En seguida, se levantó un barullo vertiginoso: –¿Quién es este tipo? ¿Ustedes lo conocen? ¿De dónde salió? ¿Por qué no lo botan? ¡Qué esperan para golpearlo!
–¿Viste? –le encaró la Dama de Pago–. ¡Eres un don nadie!
El Viejo, rojo de cólera, y sin saber cómo responder a semejante humillación, se dejó llevar por el impulso: abofeteó a la Dama, y se lanzó sobre el Hombre. Estalló la confusión. Con gritos encendidos, los parroquianos alentaban la pelea deseando abultados charcos de sangre; las damas de pago, en solidaridad con su compañera vejada, atacaron al unísono y marcaron al Viejo con arañazos indelebles; los mozos intentaban evitar que las botellas se quebraran, mientras, de reojo y con sádico placer, seguían los detalles del encuentro.

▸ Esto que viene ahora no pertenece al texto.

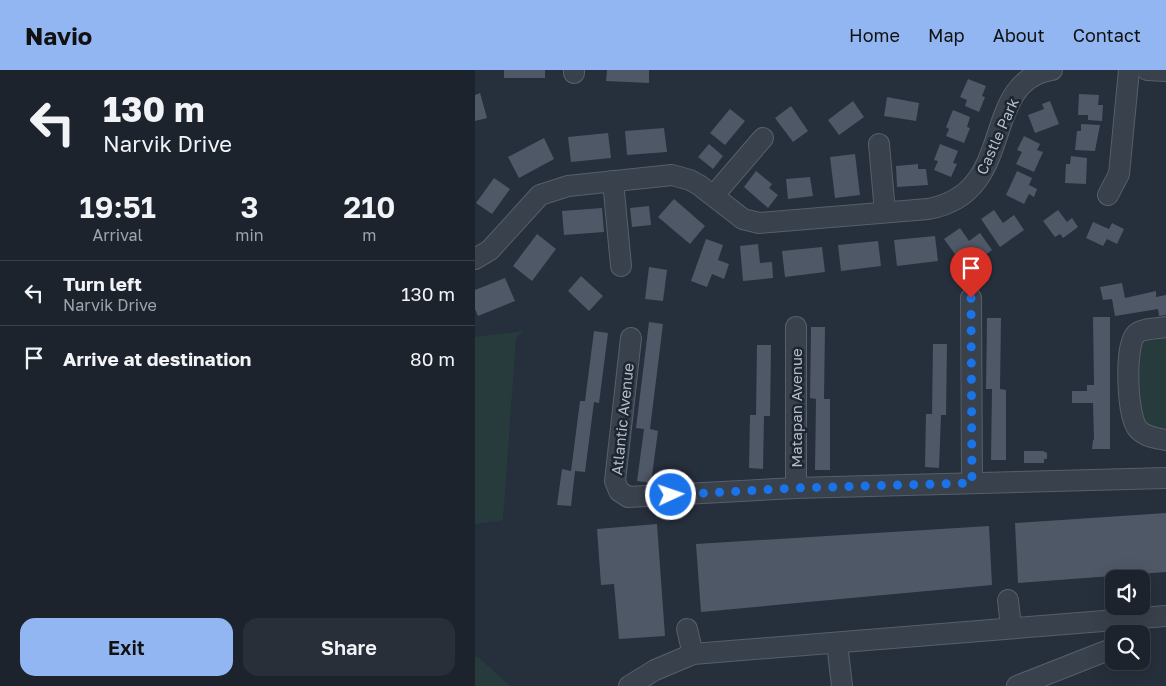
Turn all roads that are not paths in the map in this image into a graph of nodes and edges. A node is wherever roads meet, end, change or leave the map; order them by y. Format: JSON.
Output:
{"nodes":[{"id":1,"x":1052,"y":70,"type":"edge"},
{"id":2,"x":1129,"y":70,"type":"edge"},
{"id":3,"x":1147,"y":70,"type":"edge"},
{"id":4,"x":1166,"y":71,"type":"edge"},
{"id":5,"x":763,"y":138,"type":"dead end"},
{"id":6,"x":879,"y":144,"type":"dead end"},
{"id":7,"x":613,"y":181,"type":"junction"},
{"id":8,"x":1108,"y":195,"type":"dead end"},
{"id":9,"x":714,"y":196,"type":"junction"},
{"id":10,"x":885,"y":212,"type":"junction"},
{"id":11,"x":475,"y":259,"type":"edge"},
{"id":12,"x":621,"y":266,"type":"dead end"},
{"id":13,"x":971,"y":298,"type":"dead end"},
{"id":14,"x":796,"y":328,"type":"dead end"},
{"id":15,"x":1166,"y":328,"type":"edge"},
{"id":16,"x":631,"y":338,"type":"dead end"},
{"id":17,"x":1166,"y":440,"type":"edge"},
{"id":18,"x":1166,"y":478,"type":"edge"},
{"id":19,"x":972,"y":483,"type":"junction"},
{"id":20,"x":796,"y":488,"type":"junction"},
{"id":21,"x":1008,"y":600,"type":"dead end"},
{"id":22,"x":1166,"y":616,"type":"edge"},
{"id":23,"x":1011,"y":627,"type":"junction"},
{"id":24,"x":687,"y":629,"type":"dead end"},
{"id":25,"x":837,"y":642,"type":"junction"},
{"id":26,"x":1105,"y":651,"type":"edge"},
{"id":27,"x":693,"y":654,"type":"junction"},
{"id":28,"x":629,"y":686,"type":"edge"},
{"id":29,"x":842,"y":686,"type":"edge"},
{"id":30,"x":1017,"y":686,"type":"edge"}],
"edges":[{"from":1,"to":10,"type":"street","name":"Castle Park"},
{"from":2,"to":8,"type":"street"},
{"from":3,"to":4,"type":"street"},
{"from":5,"to":9,"type":"street"},
{"from":6,"to":10,"type":"street"},
{"from":7,"to":9,"type":"street","name":"Castle Park"},
{"from":7,"to":11,"type":"street","name":"Castle Park"},
{"from":7,"to":12,"type":"street"},
{"from":9,"to":10,"type":"street","name":"Castle Park"},
{"from":13,"to":19,"type":"street"},
{"from":14,"to":20,"type":"street","name":"Matapan Avenue"},
{"from":15,"to":17,"type":"street"},
{"from":16,"to":20,"type":"street","name":"Atlantic Avenue"},
{"from":18,"to":19,"type":"street"},
{"from":19,"to":20,"type":"street"},
{"from":21,"to":23,"type":"street"},
{"from":22,"to":23,"type":"street"},
{"from":23,"to":25,"type":"street"},
{"from":24,"to":27,"type":"street"},
{"from":25,"to":27,"type":"street"},
{"from":25,"to":29,"type":"street"},
{"from":26,"to":30,"type":"street"},
{"from":27,"to":28,"type":"street"}]}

–¡Pero no me matarás! –vociferaba el Viejo, bajo el Hombre, que no dejaba de castigarlo con puñetes certeros–. ¡Te digo que no me matarás!
La paliza duró cerca de cinco minutos. El Hombre y las damas de pago, ya victoriosos, pateaban en el piso el cuerpo derrotado del Viejo. Y, como este anunció, no lo mataron, pero quedó peor que un muerto. Sus mejillas estaban atravesadas por heridas abruptas; de su nariz y boca erupcionaban chorros de sangre; su camisa lucía destrozada; su pantalón, abierto como una falda, cubría unas piernas llena de moretones y cortes. Al igual que un herido de guerra, el Viejo se retiró cabizbajo y cojeando. El Hombre vociferó–: ¡Y no vuelvas más, pedazo de mierda!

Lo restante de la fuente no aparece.